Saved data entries
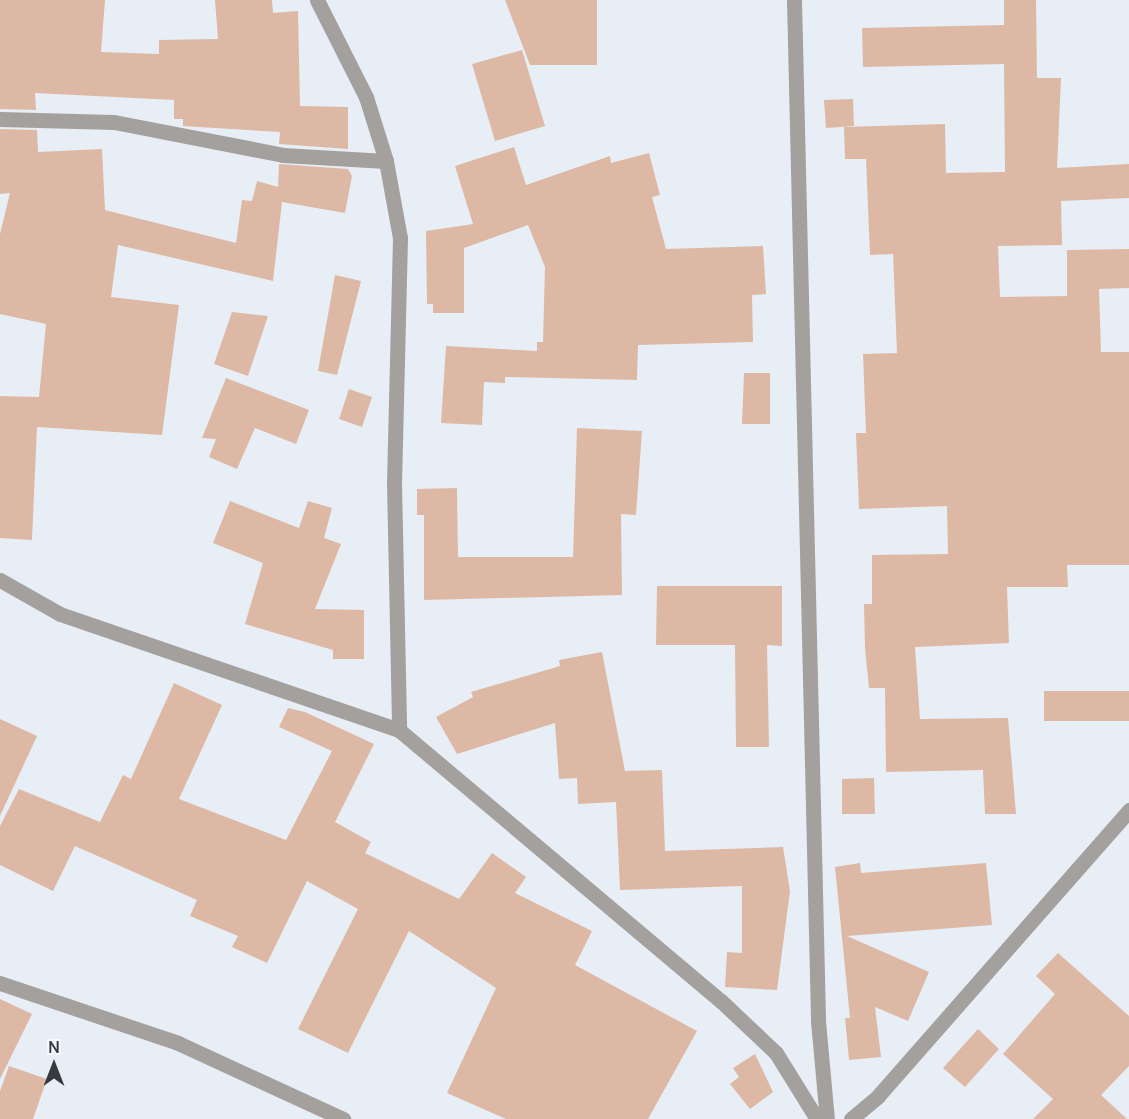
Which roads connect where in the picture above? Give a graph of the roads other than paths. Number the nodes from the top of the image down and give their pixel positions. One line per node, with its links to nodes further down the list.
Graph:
1 (317, 0): 4 (street)
2 (794, 0): 11 (street)
3 (0, 119): 4 (street)
4 (386, 161): 6 (street)
5 (0, 580): 6 (street)
6 (399, 730): 10 (street)
7 (1129, 810): 12 (street)
8 (0, 983): 9 (street)
9 (343, 1119)
10 (817, 1119)
11 (827, 1119)
12 (851, 1119)

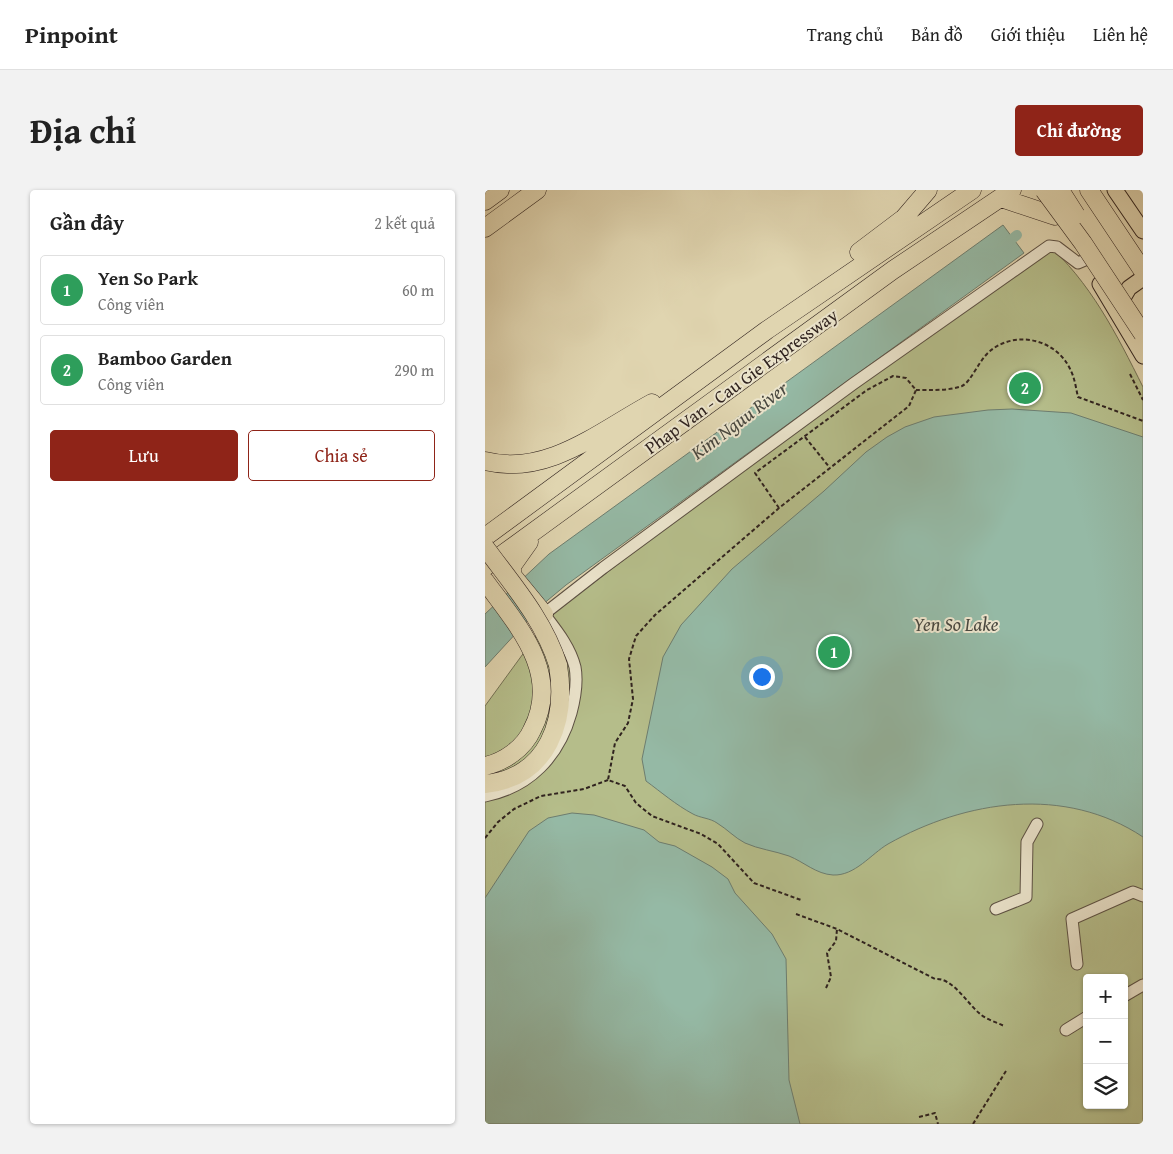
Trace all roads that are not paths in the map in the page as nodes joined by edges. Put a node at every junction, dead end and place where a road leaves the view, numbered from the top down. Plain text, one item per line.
1 (537, 190) edge
2 (928, 190) edge
3 (972, 190) edge
4 (1037, 190) edge
5 (1044, 190) edge
6 (1060, 190) edge
7 (1089, 190) edge
8 (1103, 190) edge
9 (1009, 192) edge
10 (1118, 192) edge
11 (1055, 216) junction
12 (485, 228) edge
13 (1143, 231) edge
14 (1085, 260) junction
15 (1143, 267) edge
16 (1143, 271) edge
17 (1143, 278) edge
18 (1116, 310) junction
19 (1143, 316) edge
20 (767, 330) junction
21 (1143, 334) edge
22 (1143, 356) edge
23 (714, 369) junction
24 (485, 461) edge
25 (559, 513) junction
26 (485, 537) edge
27 (529, 542) junction
28 (485, 547) edge
29 (485, 567) edge
30 (485, 579) edge
31 (542, 612) junction
32 (485, 766) edge
33 (485, 784) edge
34 (485, 796) edge
35 (1037, 824) dead end
36 (1143, 896) edge
37 (997, 909) dead end
38 (1077, 964) dead end
39 (1143, 985) edge
40 (1128, 994) edge
41 (1085, 1019) edge
42 (1066, 1030) dead end

1 - 12 highway
2 - 20 highway
3 - 20 highway, Phap Van - Cau Gie Expressway
4 - 11 main road
5 - 21 highway, bridge
6 - 19 highway, bridge
7 - 16 highway
8 - 15 highway
9 - 11 highway
9 - 25 highway, Phap Van - Cau Gie Expressway
10 - 13 main road
11 - 14 main road
14 - 18 main road
14 - 31 street
17 - 18 main road
18 - 22 main road
20 - 23 highway, Phap Van - Cau Gie Expressway
23 - 24 highway
23 - 26 highway, Phap Van - Cau Gie Expressway
25 - 27 highway
25 - 29 highway, Phap Van - Cau Gie Expressway
27 - 30 highway
27 - 31 highway
28 - 33 highway, bridge
30 - 32 highway
31 - 34 street
35 - 37 street
36 - 38 street
39 - 40 street
41 - 42 street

> Instructions to follow: A precise copy of each record, with the images removed, should be output.

> Your response:
Which roads connect where in the picture above? Give a graph of the roads other than paths. Number the nodes from the top of the image down and give their pixel positions. One line per node, with its links to nodes further down the list.
Graph:
1 (317, 0): 4 (street)
2 (794, 0): 11 (street)
3 (0, 119): 4 (street)
4 (386, 161): 6 (street)
5 (0, 580): 6 (street)
6 (399, 730): 10 (street)
7 (1129, 810): 12 (street)
8 (0, 983): 9 (street)
9 (343, 1119)
10 (817, 1119)
11 (827, 1119)
12 (851, 1119)

Trace all roads that are not paths in the map in the page as nodes joined by edges. Put a node at every junction, dead end and place where a road leaves the view, numbered from the top down. Plain text, one item per line.
1 (537, 190) edge
2 (928, 190) edge
3 (972, 190) edge
4 (1037, 190) edge
5 (1044, 190) edge
6 (1060, 190) edge
7 (1089, 190) edge
8 (1103, 190) edge
9 (1009, 192) edge
10 (1118, 192) edge
11 (1055, 216) junction
12 (485, 228) edge
13 (1143, 231) edge
14 (1085, 260) junction
15 (1143, 267) edge
16 (1143, 271) edge
17 (1143, 278) edge
18 (1116, 310) junction
19 (1143, 316) edge
20 (767, 330) junction
21 (1143, 334) edge
22 (1143, 356) edge
23 (714, 369) junction
24 (485, 461) edge
25 (559, 513) junction
26 (485, 537) edge
27 (529, 542) junction
28 (485, 547) edge
29 (485, 567) edge
30 (485, 579) edge
31 (542, 612) junction
32 (485, 766) edge
33 (485, 784) edge
34 (485, 796) edge
35 (1037, 824) dead end
36 (1143, 896) edge
37 (997, 909) dead end
38 (1077, 964) dead end
39 (1143, 985) edge
40 (1128, 994) edge
41 (1085, 1019) edge
42 (1066, 1030) dead end

1 - 12 highway
2 - 20 highway
3 - 20 highway, Phap Van - Cau Gie Expressway
4 - 11 main road
5 - 21 highway, bridge
6 - 19 highway, bridge
7 - 16 highway
8 - 15 highway
9 - 11 highway
9 - 25 highway, Phap Van - Cau Gie Expressway
10 - 13 main road
11 - 14 main road
14 - 18 main road
14 - 31 street
17 - 18 main road
18 - 22 main road
20 - 23 highway, Phap Van - Cau Gie Expressway
23 - 24 highway
23 - 26 highway, Phap Van - Cau Gie Expressway
25 - 27 highway
25 - 29 highway, Phap Van - Cau Gie Expressway
27 - 30 highway
27 - 31 highway
28 - 33 highway, bridge
30 - 32 highway
31 - 34 street
35 - 37 street
36 - 38 street
39 - 40 street
41 - 42 street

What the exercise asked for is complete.